## Task requirements
After reading the data below, copy out every line that contains the word "الماحي".

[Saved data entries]
▼

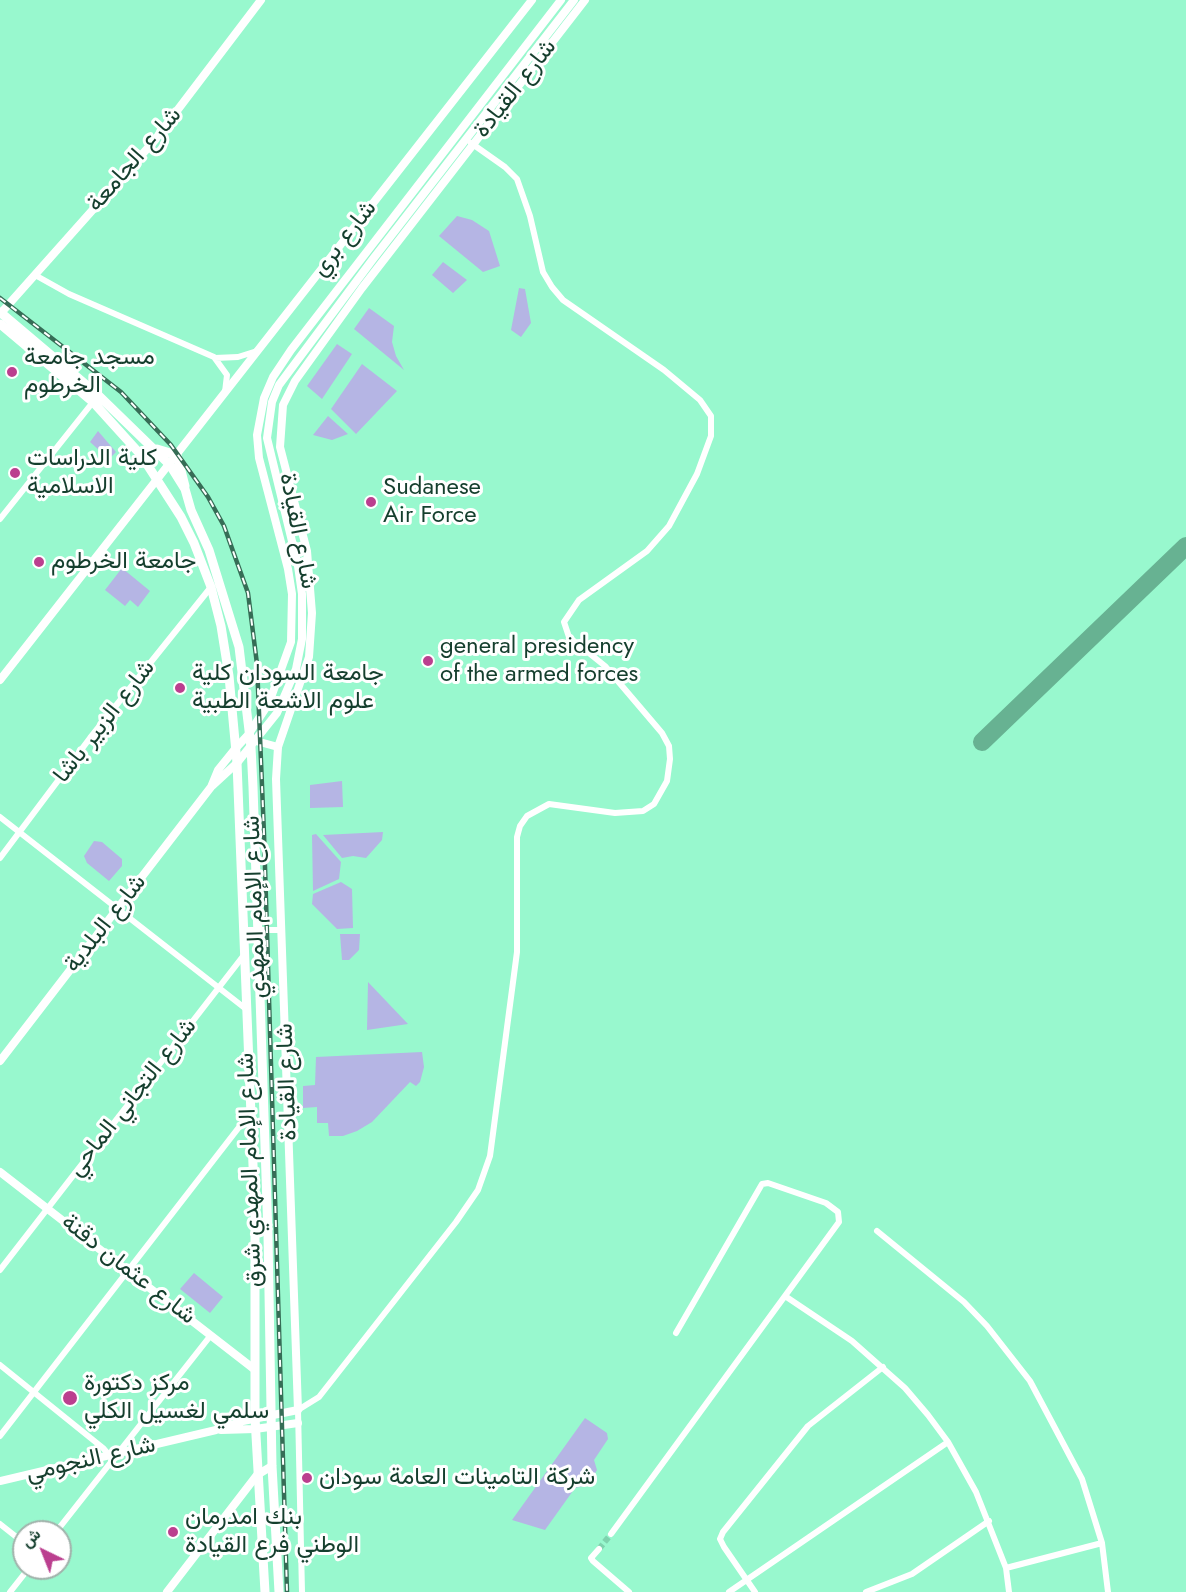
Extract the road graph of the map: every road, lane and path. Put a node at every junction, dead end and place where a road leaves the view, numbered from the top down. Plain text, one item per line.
1 (261, 0) edge
2 (532, 0) edge
3 (561, 0) edge
4 (574, 0) edge
5 (585, 0) edge
6 (469, 141) junction
7 (364, 252) junction
8 (376, 261) junction
9 (34, 275) junction
10 (0, 313) edge
11 (0, 324) edge
12 (258, 351) junction
13 (214, 357) junction
14 (225, 393) junction
15 (93, 402) junction
16 (155, 448) junction
17 (177, 455) junction
18 (170, 465) junction
19 (157, 478) junction
20 (185, 489) junction
21 (0, 519) edge
22 (211, 587) junction
23 (0, 680) edge
24 (252, 741) junction
25 (278, 747) junction
26 (235, 749) junction
27 (237, 763) junction
28 (211, 787) junction
29 (0, 818) edge
30 (20, 832) junction
31 (0, 858) edge
32 (118, 909) junction
33 (243, 930) junction
34 (257, 930) junction
35 (281, 930) junction
36 (244, 954) junction
37 (219, 987) junction
38 (246, 1009) junction
39 (0, 1061) edge
40 (250, 1113) junction
41 (0, 1173) edge
42 (47, 1208) junction
43 (877, 1231) dead end
44 (0, 1270) edge
45 (127, 1271) junction
46 (785, 1296) junction
47 (676, 1334) dead end
48 (211, 1335) junction
49 (0, 1365) edge
50 (883, 1367) junction
51 (254, 1369) junction
52 (34, 1392) junction
53 (298, 1410) junction
54 (271, 1415) junction
55 (255, 1418) junction
56 (298, 1423) junction
57 (271, 1427) junction
58 (255, 1429) junction
59 (216, 1430) junction
60 (0, 1436) edge
61 (948, 1442) junction
62 (113, 1454) junction
63 (272, 1466) junction
64 (257, 1476) junction
65 (0, 1481) edge
66 (65, 1520) edge
67 (988, 1521) junction
68 (0, 1524) edge
69 (12, 1534) edge
70 (611, 1534) tunnel mouth
71 (1102, 1543) junction
72 (599, 1549) dead end
73 (1006, 1568) junction
74 (747, 1578) junction
75 (167, 1592) edge
76 (265, 1592) edge
77 (279, 1592) edge
78 (302, 1592) edge
79 (629, 1592) edge
80 (729, 1592) edge
81 (755, 1592) edge
82 (866, 1592) edge
83 (1009, 1592) edge
84 (1108, 1592) edge

1 - 9 main road, شارع الجامعة
2 - 12 main road, شارع بري
3 - 7 main road, شارع القيادة
4 - 6 main road, شارع القيادة
5 - 6 street, شارع القيادة
6 - 8 main road, شارع القيادة
6 - 53 street
7 - 8 street
7 - 24 main road, شارع القيادة
8 - 24 main road, شارع القيادة
8 - 25 street, شارع القيادة
9 - 10 main road, شارع الجامعة
9 - 13 street
10 - 16 main road, شارع الإمام المهدي
11 - 15 main road
12 - 13 street
12 - 14 main road, شارع بري
13 - 14 street
14 - 17 main road, شارع بري
15 - 19 main road
15 - 21 street
16 - 17 main road
16 - 18 main road, شارع الإمام المهدي
17 - 18 main road, شارع بري
17 - 20 main road
18 - 19 main road, شارع بري
18 - 20 main road, شارع الإمام المهدي
19 - 22 main road
19 - 23 main road, شارع بري
20 - 24 main road, شارع الإمام المهدي
22 - 26 main road
22 - 30 street, شارع الزبير باشا
24 - 25 main road
24 - 26 main road, شارع القيادة
24 - 27 main road
24 - 34 main road, شارع الإمام المهدي
25 - 35 street, شارع القيادة
26 - 27 main road, شارع الإمام المهدي شرق
26 - 28 street
27 - 28 street
27 - 33 main road, شارع الإمام المهدي شرق
28 - 32 street, شارع البلدية
29 - 30 street
30 - 31 street, شارع الزبير باشا
30 - 32 street
32 - 37 street
32 - 39 street, شارع البلدية
33 - 34 street
33 - 36 main road, شارع الإمام المهدي شرق
34 - 35 street
34 - 54 main road, شارع الإمام المهدي
35 - 53 street, شارع القيادة
36 - 37 street, شارع التجاني الماحي
36 - 38 main road, شارع الإمام المهدي شرق
37 - 38 street
37 - 42 street, شارع التجاني الماحي
38 - 40 main road, شارع الإمام المهدي شرق
40 - 45 street
40 - 51 main road, شارع الإمام المهدي شرق
41 - 42 street, شارع عثمان دقنة
42 - 44 street, شارع التجاني الماحي
42 - 45 street, شارع عثمان دقنة
43 - 71 street
45 - 48 street, شارع عثمان دقنة
45 - 52 street
46 - 47 street
46 - 50 street
46 - 70 street
48 - 51 street, شارع عثمان دقنة
48 - 62 street
49 - 52 street
50 - 61 street
50 - 74 street
51 - 55 main road, شارع الإمام المهدي شرق
52 - 60 street
52 - 62 street
53 - 54 street, شارع النجومي
53 - 56 street
54 - 55 street, شارع النجومي
54 - 57 main road, شارع الإمام المهدي
55 - 58 main road, شارع الإمام المهدي شرق
55 - 59 street, شارع النجومي
56 - 57 street, شارع النجومي
56 - 78 street
57 - 58 street, شارع النجومي
57 - 63 main road, شارع الإمام المهدي
58 - 59 street, شارع النجومي
58 - 64 main road, شارع الإمام المهدي شرق
59 - 62 street, شارع النجومي
61 - 67 street
61 - 74 street
62 - 65 street, شارع النجومي
62 - 66 street
63 - 64 street
63 - 77 main road, شارع الإمام المهدي
64 - 75 street
64 - 76 main road, شارع الإمام المهدي شرق
67 - 73 street
67 - 82 street
68 - 69 street
71 - 73 street
71 - 84 street
72 - 79 street
73 - 83 street
74 - 80 street
74 - 81 street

▲

## Answer to this exercise
36 - 37 street, شارع التجاني الماحي
37 - 42 street, شارع التجاني الماحي
42 - 44 street, شارع التجاني الماحي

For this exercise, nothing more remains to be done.